そういえば店を初めてからのこの5年だけが「いまはコロナで休業やから小説を書いたりクリエイティヴなことをしていい時」と「いまは経営が厳しいから女主人&経営者として店のことだけしなくてはいけない時」と雨季乾季のようにシーズンでわけた暮らしをしているのだった。その創作的乾季の時期にも言葉の雨が降る(いや湧くとしようか)からは逃れられず、ただ自分がそれを「いまは書いている小説がないので」小説的なものではなく第六感的な何かかと思って、原稿用紙の中にではなく暮らしの中に反映しようとして、そして言葉は暮らしを揺蕩い行く場所がなく、納めどころに困ってわたしは四苦八苦していたということなんだろう。
特に最新最高傑作「K192」(「棄ておかれたものたちの物語」に改題するかも)が、デビューした時の賞より小さな賞の下読みで落ちたあたりからは「いま全く小説で稼いでない」わけなので小説は趣味、生活を支えてるのは店なんだから、女主人業をまず優先、月モカとフードの仕込みであればフードの仕込み優先と考えてこの1年くらいを過ごしてきた。
出版界にとって透明人間であれば自分はもう「小説家ではないのかもしれない」わけだから、小説家を名乗る自分を疑うところからやり直すことにしていた。
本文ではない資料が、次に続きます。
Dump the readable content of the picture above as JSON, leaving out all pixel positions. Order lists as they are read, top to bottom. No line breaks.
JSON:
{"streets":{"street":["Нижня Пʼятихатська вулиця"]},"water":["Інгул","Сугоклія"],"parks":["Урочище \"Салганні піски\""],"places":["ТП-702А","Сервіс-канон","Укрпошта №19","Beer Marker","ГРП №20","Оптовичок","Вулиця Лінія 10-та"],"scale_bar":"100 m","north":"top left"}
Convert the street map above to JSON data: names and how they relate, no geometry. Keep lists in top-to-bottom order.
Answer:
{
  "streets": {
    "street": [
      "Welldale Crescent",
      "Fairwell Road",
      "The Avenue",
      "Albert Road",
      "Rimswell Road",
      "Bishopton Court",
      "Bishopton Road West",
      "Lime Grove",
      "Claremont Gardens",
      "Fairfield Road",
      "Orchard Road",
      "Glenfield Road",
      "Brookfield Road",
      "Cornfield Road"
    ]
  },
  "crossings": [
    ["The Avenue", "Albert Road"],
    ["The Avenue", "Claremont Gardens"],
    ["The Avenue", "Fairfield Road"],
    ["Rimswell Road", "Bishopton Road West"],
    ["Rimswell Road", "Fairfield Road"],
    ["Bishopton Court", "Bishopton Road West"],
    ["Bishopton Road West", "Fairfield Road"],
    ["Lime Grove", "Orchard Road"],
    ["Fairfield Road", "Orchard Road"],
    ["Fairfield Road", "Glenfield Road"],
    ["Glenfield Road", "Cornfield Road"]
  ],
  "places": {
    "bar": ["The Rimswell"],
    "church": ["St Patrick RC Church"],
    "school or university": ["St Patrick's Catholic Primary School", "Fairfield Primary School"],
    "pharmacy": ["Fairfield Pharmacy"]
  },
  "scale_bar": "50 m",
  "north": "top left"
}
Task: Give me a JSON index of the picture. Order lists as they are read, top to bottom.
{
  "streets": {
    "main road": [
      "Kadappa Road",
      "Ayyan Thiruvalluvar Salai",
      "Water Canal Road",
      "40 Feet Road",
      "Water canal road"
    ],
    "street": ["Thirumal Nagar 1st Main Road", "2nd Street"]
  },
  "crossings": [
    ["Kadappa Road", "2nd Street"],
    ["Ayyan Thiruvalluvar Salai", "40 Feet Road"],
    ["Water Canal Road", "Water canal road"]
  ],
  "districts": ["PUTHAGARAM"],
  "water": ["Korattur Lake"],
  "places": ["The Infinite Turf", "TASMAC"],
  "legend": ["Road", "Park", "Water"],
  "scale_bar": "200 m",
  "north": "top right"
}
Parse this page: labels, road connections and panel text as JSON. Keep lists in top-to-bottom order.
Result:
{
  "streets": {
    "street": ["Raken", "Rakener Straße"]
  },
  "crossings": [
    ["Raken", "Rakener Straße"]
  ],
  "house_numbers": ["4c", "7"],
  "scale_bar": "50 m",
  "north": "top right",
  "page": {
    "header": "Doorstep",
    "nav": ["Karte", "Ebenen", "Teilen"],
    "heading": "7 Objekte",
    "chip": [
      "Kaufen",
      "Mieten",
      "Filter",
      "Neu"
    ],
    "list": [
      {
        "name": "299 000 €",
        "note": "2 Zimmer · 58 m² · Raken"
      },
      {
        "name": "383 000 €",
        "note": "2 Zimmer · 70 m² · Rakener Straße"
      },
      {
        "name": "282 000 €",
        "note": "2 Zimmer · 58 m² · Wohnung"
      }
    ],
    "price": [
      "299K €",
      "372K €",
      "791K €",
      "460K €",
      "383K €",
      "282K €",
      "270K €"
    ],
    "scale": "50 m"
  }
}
「いやいやそうでなくて、何で稼いでるかとか、収益をどこから得てるとかとかじゃなくて性質(たち)の話をしてるねん」
彼女は言った。
「カードは裏切らないという前提で話をするとさ、あなたはね、あなたが小説家であるということから一生逃れられないと思うよ。あなたがどこで何屋をしていようとあなたの本質はそもそもは水の人。もはやこんだけカップが出るんやから水の質なんはほぼ間違いなくて、それはあなたが何をしてようがあなたについてまわるのよ。ほんでこの位置にこれがおるから、あなたやっぱり小説家なんよ。あなたは、シンと澄んだ鏡のような水面に月を映す人。それが役割」
女教皇にカップのクイーン。そういう意味では誰からどう見てもあなたはそうだからね、そういう意味では誰かから見られる側の人ではあるんやと思うし、でもまあ特に問題はないと思うよ、あなたが女主人とか店の!とかってやってても人はあなたをそう(水面に月を映す人として)見てるわけやしね。笑。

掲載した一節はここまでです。